S.A.M – Fire bei Rock am Ring 2012

Nicht nur, dass dieses Jahr zwei der bewährten S.A.M - Rescue Fahrzeuge ihren Dienst auf den schlammigen Eifelwiesen rund um das Festivalgelände gewohnt souverän erledigten. Erstmals wurde der, bereits auf der RETTmobil vorgestellte, Feuerwehraufsatz S.A.M – Fire den dortigen Brandbekämpfern fahrbereit zu Probezwecken vor- und zur Verfügung gestellt.

Nach ausgiebigen Testfahrten rund um das Festivalgelände, konnte bestätigt werden, dass der mit 100 Liter gefüllte Wassertank, die Hochdrucklöschanlage und der Sitz mit integrierter PA-Halterung das Fahrzeug zu einem schlagkräftigen und hoch geländegängigen Feuerwehrfahrzeug ausrüsten. Durch seine kompakten Abmessungen und die hervorragenden Off-Road Eigenschafften, konnte S.A.M – Fire, wie schon seine zwei Brüder S.A.M – Rescue, auf den schmalen und unwegsamen Wegen und Wiesen überzeugen.

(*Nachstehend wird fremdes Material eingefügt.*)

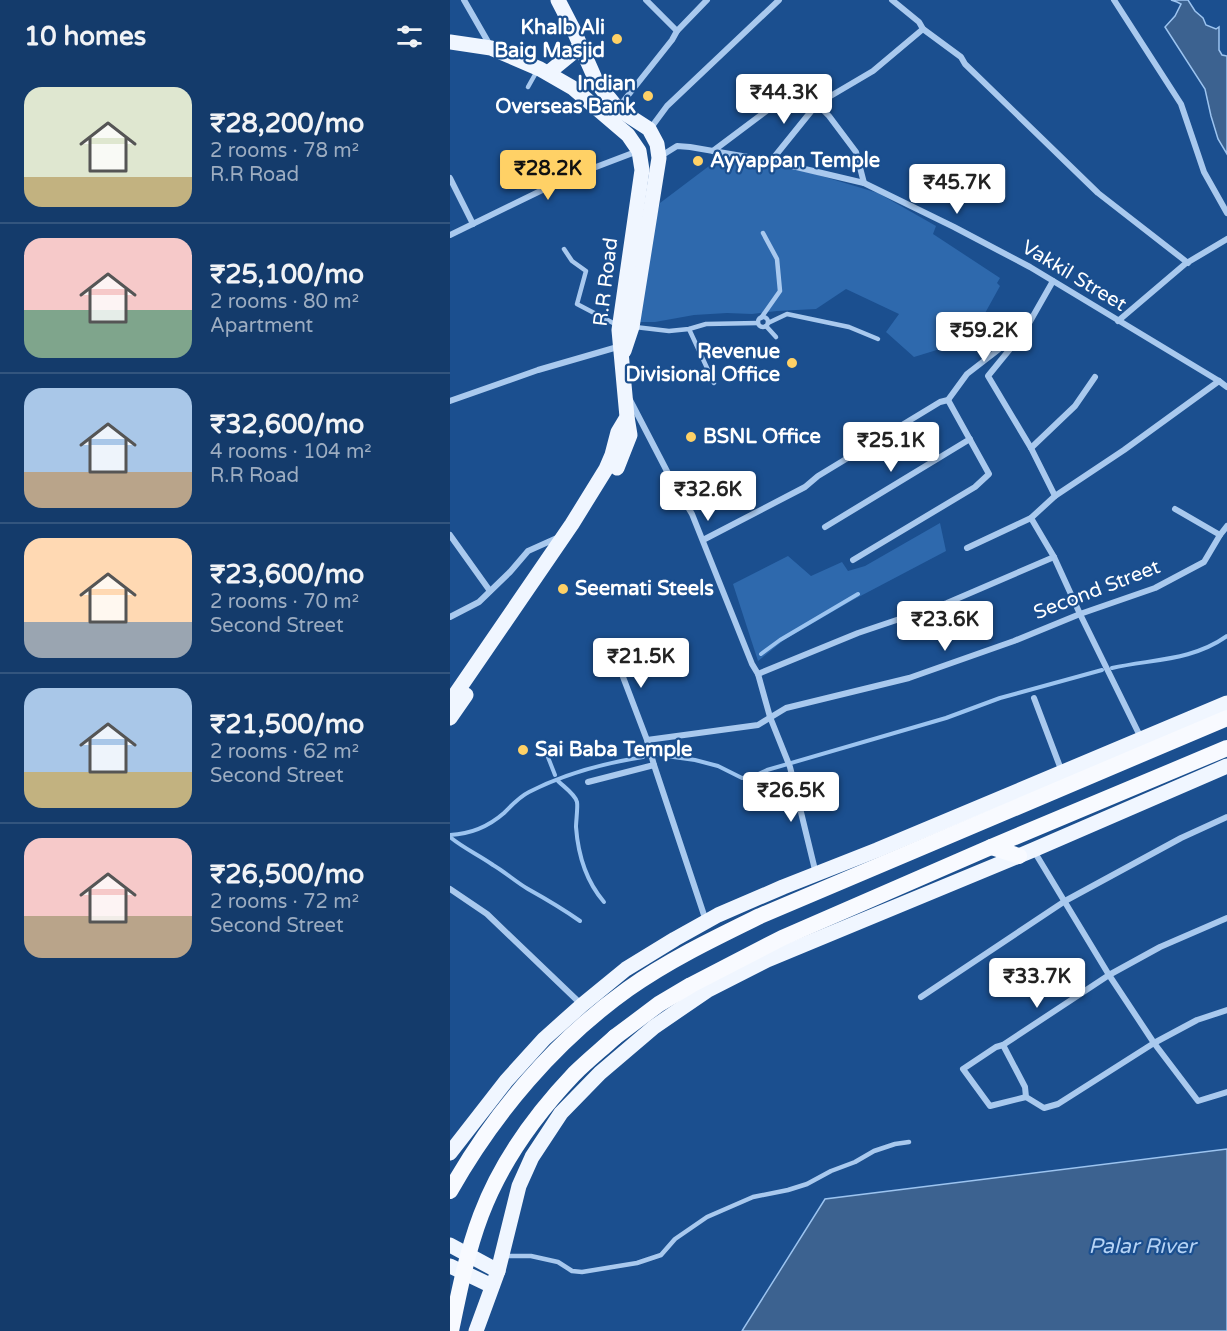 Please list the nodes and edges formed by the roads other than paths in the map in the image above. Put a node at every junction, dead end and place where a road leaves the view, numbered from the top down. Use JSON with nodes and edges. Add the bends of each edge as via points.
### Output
{"nodes":[{"id":1,"x":464,"y":0,"type":"edge"},
{"id":2,"x":558,"y":0,"type":"edge"},
{"id":3,"x":646,"y":0,"type":"edge"},
{"id":4,"x":707,"y":0,"type":"edge"},
{"id":5,"x":779,"y":0,"type":"edge"},
{"id":6,"x":892,"y":0,"type":"edge"},
{"id":7,"x":1114,"y":0,"type":"edge"},
{"id":8,"x":923,"y":29,"type":"junction"},
{"id":9,"x":677,"y":31,"type":"junction"},
{"id":10,"x":450,"y":42,"type":"edge"},
{"id":11,"x":580,"y":46,"type":"junction"},
{"id":12,"x":491,"y":48,"type":"junction"},
{"id":13,"x":543,"y":71,"type":"junction"},
{"id":14,"x":528,"y":87,"type":"dead end"},
{"id":15,"x":817,"y":104,"type":"junction"},
{"id":16,"x":618,"y":109,"type":"junction"},
{"id":17,"x":649,"y":129,"type":"junction"},
{"id":18,"x":639,"y":151,"type":"junction"},
{"id":19,"x":713,"y":152,"type":"junction"},
{"id":20,"x":659,"y":158,"type":"junction"},
{"id":21,"x":771,"y":161,"type":"junction"},
{"id":22,"x":450,"y":178,"type":"edge"},
{"id":23,"x":864,"y":183,"type":"junction"},
{"id":24,"x":1227,"y":213,"type":"edge"},
{"id":25,"x":473,"y":224,"type":"junction"},
{"id":26,"x":763,"y":233,"type":"dead end"},
{"id":27,"x":450,"y":235,"type":"edge"},
{"id":28,"x":1227,"y":239,"type":"edge"},
{"id":29,"x":564,"y":249,"type":"dead end"},
{"id":30,"x":1188,"y":263,"type":"junction"},
{"id":31,"x":1053,"y":281,"type":"junction"},
{"id":32,"x":760,"y":320,"type":"junction"},
{"id":33,"x":1118,"y":321,"type":"junction"},
{"id":34,"x":767,"y":324,"type":"junction"},
{"id":35,"x":626,"y":327,"type":"junction"},
{"id":36,"x":689,"y":329,"type":"junction"},
{"id":37,"x":776,"y":337,"type":"dead end"},
{"id":38,"x":878,"y":339,"type":"dead end"},
{"id":39,"x":998,"y":350,"type":"dead end"},
{"id":40,"x":621,"y":351,"type":"junction"},
{"id":41,"x":1095,"y":377,"type":"dead end"},
{"id":42,"x":1219,"y":381,"type":"junction"},
{"id":43,"x":714,"y":383,"type":"dead end"},
{"id":44,"x":1227,"y":387,"type":"edge"},
{"id":45,"x":624,"y":389,"type":"junction"},
{"id":46,"x":948,"y":400,"type":"junction"},
{"id":47,"x":450,"y":401,"type":"edge"},
{"id":48,"x":627,"y":417,"type":"junction"},
{"id":49,"x":970,"y":439,"type":"junction"},
{"id":50,"x":1032,"y":448,"type":"junction"},
{"id":51,"x":1055,"y":496,"type":"junction"},
{"id":52,"x":1175,"y":509,"type":"dead end"},
{"id":53,"x":1031,"y":518,"type":"junction"},
{"id":54,"x":1227,"y":526,"type":"edge"},
{"id":55,"x":825,"y":527,"type":"dead end"},
{"id":56,"x":566,"y":534,"type":"junction"},
{"id":57,"x":450,"y":535,"type":"edge"},
{"id":58,"x":1220,"y":535,"type":"junction"},
{"id":59,"x":703,"y":540,"type":"junction"},
{"id":60,"x":967,"y":548,"type":"dead end"},
{"id":61,"x":1054,"y":557,"type":"junction"},
{"id":62,"x":853,"y":561,"type":"dead end"},
{"id":63,"x":490,"y":591,"type":"junction"},
{"id":64,"x":1080,"y":614,"type":"junction"},
{"id":65,"x":450,"y":617,"type":"edge"},
{"id":66,"x":612,"y":648,"type":"dead end"},
{"id":67,"x":758,"y":674,"type":"junction"},
{"id":68,"x":1034,"y":698,"type":"dead end"},
{"id":69,"x":450,"y":702,"type":"edge"},
{"id":70,"x":1227,"y":703,"type":"edge"},
{"id":71,"x":770,"y":717,"type":"junction"},
{"id":72,"x":450,"y":718,"type":"edge"},
{"id":73,"x":1227,"y":718,"type":"edge"},
{"id":74,"x":1142,"y":739,"type":"junction"},
{"id":75,"x":647,"y":740,"type":"junction"},
{"id":76,"x":1227,"y":748,"type":"edge"},
{"id":77,"x":654,"y":765,"type":"junction"},
{"id":78,"x":1227,"y":766,"type":"edge"},
{"id":79,"x":1062,"y":772,"type":"junction"},
{"id":80,"x":588,"y":782,"type":"dead end"},
{"id":81,"x":1227,"y":817,"type":"edge"},
{"id":82,"x":991,"y":847,"type":"junction"},
{"id":83,"x":1026,"y":853,"type":"junction"},
{"id":84,"x":816,"y":874,"type":"junction"},
{"id":85,"x":450,"y":889,"type":"edge"},
{"id":86,"x":1065,"y":901,"type":"junction"},
{"id":87,"x":1227,"y":918,"type":"edge"},
{"id":88,"x":706,"y":922,"type":"junction"},
{"id":89,"x":1109,"y":975,"type":"junction"},
{"id":90,"x":921,"y":997,"type":"dead end"},
{"id":91,"x":582,"y":1005,"type":"junction"},
{"id":92,"x":1227,"y":1010,"type":"edge"},
{"id":93,"x":1154,"y":1042,"type":"junction"},
{"id":94,"x":1003,"y":1045,"type":"junction"},
{"id":95,"x":1227,"y":1092,"type":"edge"},
{"id":96,"x":1026,"y":1096,"type":"junction"},
{"id":97,"x":909,"y":1142,"type":"dead end"},
{"id":98,"x":450,"y":1152,"type":"edge"},
{"id":99,"x":450,"y":1191,"type":"edge"},
{"id":100,"x":450,"y":1245,"type":"edge"},
{"id":101,"x":500,"y":1263,"type":"junction"},
{"id":102,"x":450,"y":1266,"type":"edge"},
{"id":103,"x":492,"y":1286,"type":"junction"},
{"id":104,"x":452,"y":1331,"type":"edge"},
{"id":105,"x":476,"y":1331,"type":"edge"}],
"edges":[{"from":1,"to":12,"type":"street"},
{"from":2,"to":11,"type":"main road"},
{"from":3,"to":9,"type":"street"},
{"from":4,"to":9,"type":"street"},
{"from":5,"to":17,"type":"street","via":[[667,106]]},
{"from":6,"to":8,"type":"street","via":[[919,21]]},
{"from":7,"to":24,"type":"street","via":[[1180,104],[1204,172]]},
{"from":8,"to":15,"type":"street","via":[[873,71]]},
{"from":8,"to":30,"type":"street","via":[[961,57],[1098,193]]},
{"from":9,"to":16,"type":"street"},
{"from":10,"to":12,"type":"main road"},
{"from":11,"to":13,"type":"main road"},
{"from":11,"to":16,"type":"main road","via":[[597,83]]},
{"from":12,"to":13,"type":"main road"},
{"from":13,"to":14,"type":"lane"},
{"from":13,"to":18,"type":"main road","via":[[573,88],[628,135]]},
{"from":15,"to":19,"type":"street","via":[[793,91]]},
{"from":15,"to":21,"type":"street"},
{"from":15,"to":23,"type":"street","via":[[856,152]]},
{"from":16,"to":17,"type":"main road"},
{"from":17,"to":20,"type":"main road","name":"R.R Road"},
{"from":18,"to":25,"type":"street","via":[[567,178]]},
{"from":18,"to":35,"type":"main road","name":"R.R Road","via":[[642,170]]},
{"from":19,"to":20,"type":"street","name":"Vakkil Street","via":[[677,146]]},
{"from":19,"to":21,"type":"street","name":"Vakkil Street"},
{"from":20,"to":35,"type":"main road","name":"R.R Road"},
{"from":21,"to":23,"type":"street","name":"Vakkil Street"},
{"from":22,"to":25,"type":"street"},
{"from":23,"to":31,"type":"street","name":"Vakkil Street"},
{"from":25,"to":27,"type":"street"},
{"from":26,"to":32,"type":"lane","via":[[777,259],[780,291]]},
{"from":28,"to":30,"type":"street"},
{"from":29,"to":35,"type":"lane","via":[[586,272],[576,304]]},
{"from":30,"to":33,"type":"street"},
{"from":31,"to":33,"type":"street","name":"Vakkil Street"},
{"from":31,"to":50,"type":"street","via":[[1024,332],[988,376]]},
{"from":32,"to":34,"type":"lane","via":[[762,327]]},
{"from":32,"to":36,"type":"lane"},
{"from":33,"to":42,"type":"street","name":"Vakkil Street"},
{"from":34,"to":37,"type":"lane"},
{"from":34,"to":38,"type":"lane","via":[[787,314],[849,327]]},
{"from":35,"to":36,"type":"lane"},
{"from":35,"to":40,"type":"main road","name":"R.R Road"},
{"from":36,"to":43,"type":"lane"},
{"from":39,"to":46,"type":"street","via":[[967,374]]},
{"from":40,"to":45,"type":"main road","name":"R.R Road"},
{"from":40,"to":47,"type":"street","via":[[538,370]]},
{"from":41,"to":50,"type":"street","via":[[1075,406]]},
{"from":42,"to":44,"type":"street","name":"Vakkil Street"},
{"from":42,"to":51,"type":"street"},
{"from":45,"to":48,"type":"main road","name":"R.R Road"},
{"from":45,"to":59,"type":"street"},
{"from":46,"to":49,"type":"street"},
{"from":46,"to":59,"type":"street","via":[[805,487]]},
{"from":48,"to":56,"type":"main road","via":[[606,469]]},
{"from":48,"to":72,"type":"main road","name":"R.R Road","via":[[630,435],[614,474]]},
{"from":49,"to":55,"type":"street"},
{"from":49,"to":62,"type":"street","via":[[989,474],[975,488]]},
{"from":50,"to":51,"type":"street"},
{"from":51,"to":53,"type":"street"},
{"from":52,"to":58,"type":"street"},
{"from":53,"to":60,"type":"street"},
{"from":53,"to":61,"type":"street"},
{"from":54,"to":58,"type":"street","name":"Second Street"},
{"from":56,"to":63,"type":"street","via":[[528,551]]},
{"from":56,"to":69,"type":"main road"},
{"from":57,"to":63,"type":"street"},
{"from":58,"to":64,"type":"street","name":"Second Street","via":[[1204,562],[1155,588]]},
{"from":59,"to":67,"type":"street"},
{"from":61,"to":64,"type":"street"},
{"from":61,"to":67,"type":"street","via":[[947,603],[858,633]]},
{"from":63,"to":65,"type":"street","via":[[479,602]]},
{"from":64,"to":71,"type":"street","name":"Second Street","via":[[909,678],[786,708]]},
{"from":64,"to":74,"type":"street"},
{"from":66,"to":75,"type":"street"},
{"from":67,"to":71,"type":"street"},
{"from":68,"to":79,"type":"street"},
{"from":70,"to":74,"type":"main road"},
{"from":71,"to":75,"type":"street","name":"Second Street","via":[[758,725]]},
{"from":71,"to":84,"type":"street","via":[[789,765]]},
{"from":73,"to":99,"type":"highway","via":[[760,916],[699,946],[628,989],[571,1036],[507,1105]]},
{"from":74,"to":79,"type":"main road"},
{"from":75,"to":77,"type":"street"},
{"from":76,"to":82,"type":"highway"},
{"from":77,"to":80,"type":"street"},
{"from":77,"to":88,"type":"street"},
{"from":78,"to":83,"type":"main road"},
{"from":79,"to":84,"type":"main road"},
{"from":81,"to":86,"type":"street"},
{"from":82,"to":83,"type":"highway"},
{"from":82,"to":104,"type":"highway","bridge":true,"via":[[782,939],[691,985],[615,1037],[576,1072],[538,1115],[507,1160],[481,1214]]},
{"from":83,"to":86,"type":"street"},
{"from":83,"to":101,"type":"main road","via":[[766,960],[708,990],[654,1028],[600,1073],[561,1113],[532,1157],[519,1186]]},
{"from":84,"to":88,"type":"main road"},
{"from":85,"to":91,"type":"street","via":[[487,914]]},
{"from":86,"to":89,"type":"street"},
{"from":86,"to":90,"type":"street"},
{"from":87,"to":89,"type":"street","via":[[1160,947]]},
{"from":88,"to":91,"type":"main road","via":[[626,969]]},
{"from":89,"to":93,"type":"street"},
{"from":89,"to":94,"type":"street"},
{"from":91,"to":98,"type":"main road","via":[[506,1081]]},
{"from":92,"to":93,"type":"street"},
{"from":93,"to":95,"type":"street","via":[[1198,1101]]},
{"from":93,"to":96,"type":"street","via":[[1058,1104],[1044,1108]]},
{"from":94,"to":96,"type":"street"},
{"from":94,"to":96,"type":"street","via":[[963,1069],[990,1106]]},
{"from":97,"to":101,"type":"lane","via":[[874,1151],[807,1184],[753,1197],[707,1217],[675,1239],[661,1255],[637,1263],[582,1272],[531,1256]]},
{"from":100,"to":101,"type":"main road"},
{"from":101,"to":103,"type":"main road"},
{"from":102,"to":103,"type":"main road"},
{"from":103,"to":105,"type":"main road"}]}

Durch die positive Resonanz der freiwilligen Feuerwehr Adenau entschlossen wir uns spontan zu einer Testfahrt im direkten Vergleich mit dem momentan eigesetzten alten Unimog (Bj. 1977). Dieser hatte bei der Anfahrt oft das Nachsehen, da er durch seine Größe an Menschentrauben ausgebremst wurde, oder Zelte, Anhänger und Feierwütige ihm im Wege standen.

Um diesen ersten, sehr positiven Eindruck mit harten Fakten zu belegen, wird auch das Fahrzeugkonzept S.A.M – Fire durch ein Studententeam der HAW Hamburg wissenschaftlich untersucht und hinterfragt werden. Aufgabe der Studenten wird es sein, die Beladung dieses Fahrzeugkonzepts sinnvoll zu ergänzen. Ebenso werden die Studenten unser neues Konzept mit bestehenden Fahrzeugen vergleichen und Vorzüge und Nachteile ausarbeiten und gegenüberstellen.

Wir sind gespannt und freuen uns auf die Ergebnisse.